3 Common Supplement MythsOctober 15, 2019| Lauren
Not sure if supplements should be part of your nutrition regime? If you’re serious about your fitness goals you should know that it takes not just the right diet plan, but also the right supplements to ensure maximum results. Despite the many benefits related to your muscle building and supplements, there are many myths surrounding their use. Keep reading to discover the truth behind these common supplement myths.
Myth #1 – A pre-workout product is just as effective as a cup of coffee.
Although coffee can deliver an energizing dose of caffeine, and caffeine has been shown to have many ergogenic benefits when it comes to your workout, including increased energy, focus and reduced time to fatigue, pre-workouts can also provide you with a few more benefits. A pre-workout supplement can deliver a blend of other performance ingredients that can work on many biochemical pathways. A proper pre-workout supplement can enhance nutrient delivery, increase performance, endurance, stimulate muscle building, improve strength, power and optimize energy during workouts.

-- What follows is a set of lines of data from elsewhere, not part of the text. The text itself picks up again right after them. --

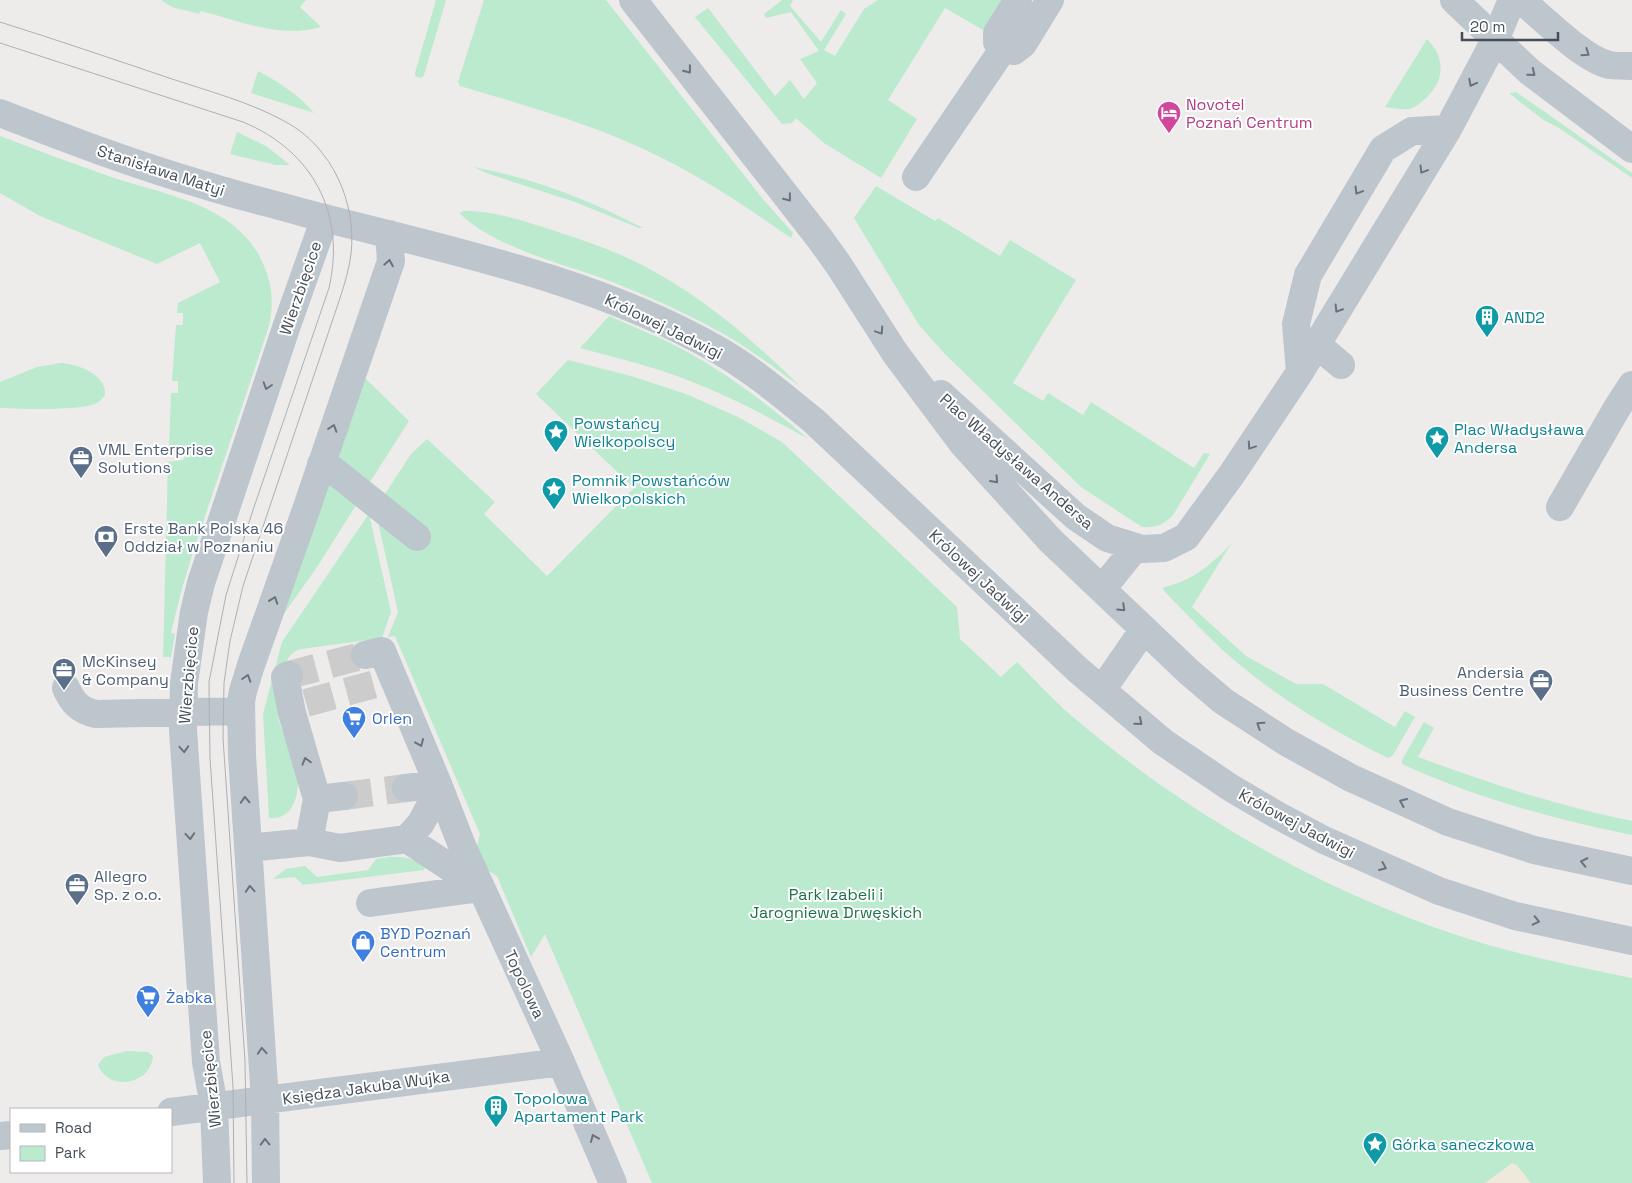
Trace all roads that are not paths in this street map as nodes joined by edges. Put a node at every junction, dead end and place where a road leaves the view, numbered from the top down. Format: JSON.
{"nodes":[{"id":1,"x":633,"y":0,"type":"edge"},
{"id":2,"x":1018,"y":0,"type":"edge"},
{"id":3,"x":1050,"y":0,"type":"edge"},
{"id":4,"x":1454,"y":0,"type":"edge"},
{"id":5,"x":1512,"y":0,"type":"edge"},
{"id":6,"x":1521,"y":0,"type":"edge"},
{"id":7,"x":1495,"y":40,"type":"junction"},
{"id":8,"x":1003,"y":49,"type":"junction"},
{"id":9,"x":1632,"y":66,"type":"edge"},
{"id":10,"x":0,"y":113,"type":"edge"},
{"id":11,"x":1448,"y":129,"type":"junction"},
{"id":12,"x":1632,"y":149,"type":"edge"},
{"id":13,"x":916,"y":177,"type":"dead end"},
{"id":14,"x":325,"y":218,"type":"junction"},
{"id":15,"x":389,"y":234,"type":"junction"},
{"id":16,"x":1316,"y":344,"type":"junction"},
{"id":17,"x":895,"y":353,"type":"junction"},
{"id":18,"x":1341,"y":365,"type":"dead end"},
{"id":19,"x":1300,"y":372,"type":"junction"},
{"id":20,"x":1632,"y":385,"type":"edge"},
{"id":21,"x":321,"y":464,"type":"junction"},
{"id":22,"x":1560,"y":507,"type":"dead end"},
{"id":23,"x":417,"y":537,"type":"dead end"},
{"id":24,"x":1136,"y":547,"type":"junction"},
{"id":25,"x":1102,"y":589,"type":"junction"},
{"id":26,"x":1144,"y":629,"type":"junction"},
{"id":27,"x":365,"y":655,"type":"tunnel mouth"},
{"id":28,"x":290,"y":675,"type":"dead end"},
{"id":29,"x":66,"y":688,"type":"dead end"},
{"id":30,"x":1102,"y":690,"type":"junction"},
{"id":31,"x":183,"y":711,"type":"junction"},
{"id":32,"x":240,"y":711,"type":"junction"},
{"id":33,"x":438,"y":784,"type":"junction"},
{"id":34,"x":406,"y":788,"type":"tunnel mouth"},
{"id":35,"x":344,"y":796,"type":"tunnel mouth"},
{"id":36,"x":317,"y":799,"type":"junction"},
{"id":37,"x":406,"y":839,"type":"junction"},
{"id":38,"x":309,"y":842,"type":"junction"},
{"id":39,"x":248,"y":848,"type":"junction"},
{"id":40,"x":1632,"y":872,"type":"edge"},
{"id":41,"x":481,"y":888,"type":"junction"},
{"id":42,"x":370,"y":903,"type":"dead end"},
{"id":43,"x":1632,"y":941,"type":"edge"},
{"id":44,"x":561,"y":1062,"type":"junction"},
{"id":45,"x":265,"y":1100,"type":"junction"},
{"id":46,"x":214,"y":1106,"type":"junction"},
{"id":47,"x":172,"y":1112,"type":"edge"},
{"id":48,"x":217,"y":1183,"type":"edge"},
{"id":49,"x":266,"y":1183,"type":"edge"},
{"id":50,"x":613,"y":1183,"type":"edge"}],
"edges":[{"from":1,"to":17,"type":"street","one_way":true},
{"from":2,"to":8,"type":"street"},
{"from":3,"to":8,"type":"street"},
{"from":4,"to":7,"type":"street"},
{"from":5,"to":7,"type":"street","name":"Plac Władysława Andersa"},
{"from":6,"to":9,"type":"street","one_way":true},
{"from":7,"to":11,"type":"street","name":"Plac Władysława Andersa","one_way":true},
{"from":7,"to":12,"type":"street","one_way":true},
{"from":8,"to":13,"type":"street"},
{"from":10,"to":14,"type":"street","name":"Stanisława Matyi"},
{"from":11,"to":16,"type":"street","name":"Plac Władysława Andersa","one_way":true},
{"from":11,"to":19,"type":"street","one_way":true},
{"from":14,"to":15,"type":"street","name":"Królowej Jadwigi"},
{"from":14,"to":31,"type":"street","name":"Wierzbięcice","one_way":true},
{"from":21,"to":15,"type":"street","one_way":true},
{"from":15,"to":30,"type":"street","name":"Królowej Jadwigi"},
{"from":16,"to":18,"type":"street"},
{"from":16,"to":19,"type":"street","name":"Plac Władysława Andersa"},
{"from":17,"to":24,"type":"street","name":"Plac Władysława Andersa"},
{"from":17,"to":25,"type":"street","one_way":true},
{"from":19,"to":24,"type":"street","name":"Plac Władysława Andersa","one_way":true},
{"from":20,"to":22,"type":"street"},
{"from":21,"to":23,"type":"street"},
{"from":32,"to":21,"type":"street","one_way":true},
{"from":24,"to":25,"type":"street"},
{"from":25,"to":26,"type":"street","one_way":true},
{"from":26,"to":30,"type":"street"},
{"from":40,"to":26,"type":"street","one_way":true},
{"from":27,"to":33,"type":"street","name":"Topolowa","one_way":true},
{"from":36,"to":28,"type":"street","one_way":true},
{"from":29,"to":31,"type":"street"},
{"from":30,"to":43,"type":"street","name":"Królowej Jadwigi","one_way":true},
{"from":31,"to":32,"type":"street"},
{"from":31,"to":46,"type":"street","name":"Wierzbięcice","one_way":true},
{"from":39,"to":32,"type":"street","one_way":true},
{"from":33,"to":34,"type":"street"},
{"from":33,"to":37,"type":"street"},
{"from":33,"to":41,"type":"street","name":"Topolowa"},
{"from":35,"to":36,"type":"street"},
{"from":36,"to":38,"type":"street"},
{"from":37,"to":38,"type":"street"},
{"from":37,"to":41,"type":"street"},
{"from":38,"to":39,"type":"street"},
{"from":45,"to":39,"type":"street","one_way":true},
{"from":41,"to":42,"type":"street"},
{"from":41,"to":44,"type":"street","name":"Topolowa"},
{"from":44,"to":45,"type":"street","name":"Księdza Jakuba Wujka"},
{"from":50,"to":44,"type":"street","name":"Topolowa","one_way":true},
{"from":45,"to":46,"type":"street","name":"Księdza Jakuba Wujka"},
{"from":49,"to":45,"type":"street","one_way":true},
{"from":46,"to":47,"type":"street","name":"Księdza Jakuba Wujka"},
{"from":46,"to":48,"type":"street","name":"Wierzbięcice"}]}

The best part about a pre-workout is that you don’t need to buy a bunch of single-ingredient supplements; many pre-workouts come packed with compounds that work on these pathways. Look for a pre-workout that contains: beta-alanine and betaine for enhanced endurance and reduced lactic acid burn out, creatine for increasing strength and muscle, citrulline for muscle pumps and adaptogens such as Rhodiola rosea for enhanced stamina.
Myth #2 – Protein powder is not necessary if you’re following a proper meal plan.
The truth is that eggs, chicken breasts, steak, and yogurt are all great sources of protein, and in fact, they are some of the best. They deliver all the necessary and essential amino acids you need to build and maintain a lean body, but protein powder does too. Both whey and casein protein powder are derived from dairy protein. Dairy protein has a higher biological value over many foods including chicken and eggs because it is fully absorbed and utilized by the body.
If you’re trying to add some muscle or even maintain your current muscle, you should be getting in at least 1 to 1.5 grams of protein per day per pound of muscle. Getting that much protein from food alone can be challenging; that’s where protein powder can be a convenient way to help meet your daily protein needs. Use a blended whey protein that provides a sustained release of amino acids to your muscles throughout the day. Protein powder can also be added to your favorite shakes and baked good recipes.
Myth #3 – Creatine can make you bloated and bulky!
Not true. This highly researched supplement is by far the most researched on the market. This supplement can help increase strength, performance and lean muscle mass. Creatine works by increasing the availability of energy to working muscles, which means you can train longer and push more weight. Creatine does not work on hormonal pathways of muscle building and can’t increase your level of testosterone. Creatine works by drawing water into the muscles, to help increase cell volume, this action triggers muscle hypertrophy or growth – which means even after you’ve stopped using creatine, you will retain your lean muscle gains. Use 5 grams of creatine per day either before or after workouts for a minimum of eight weeks to get the maximum benefit.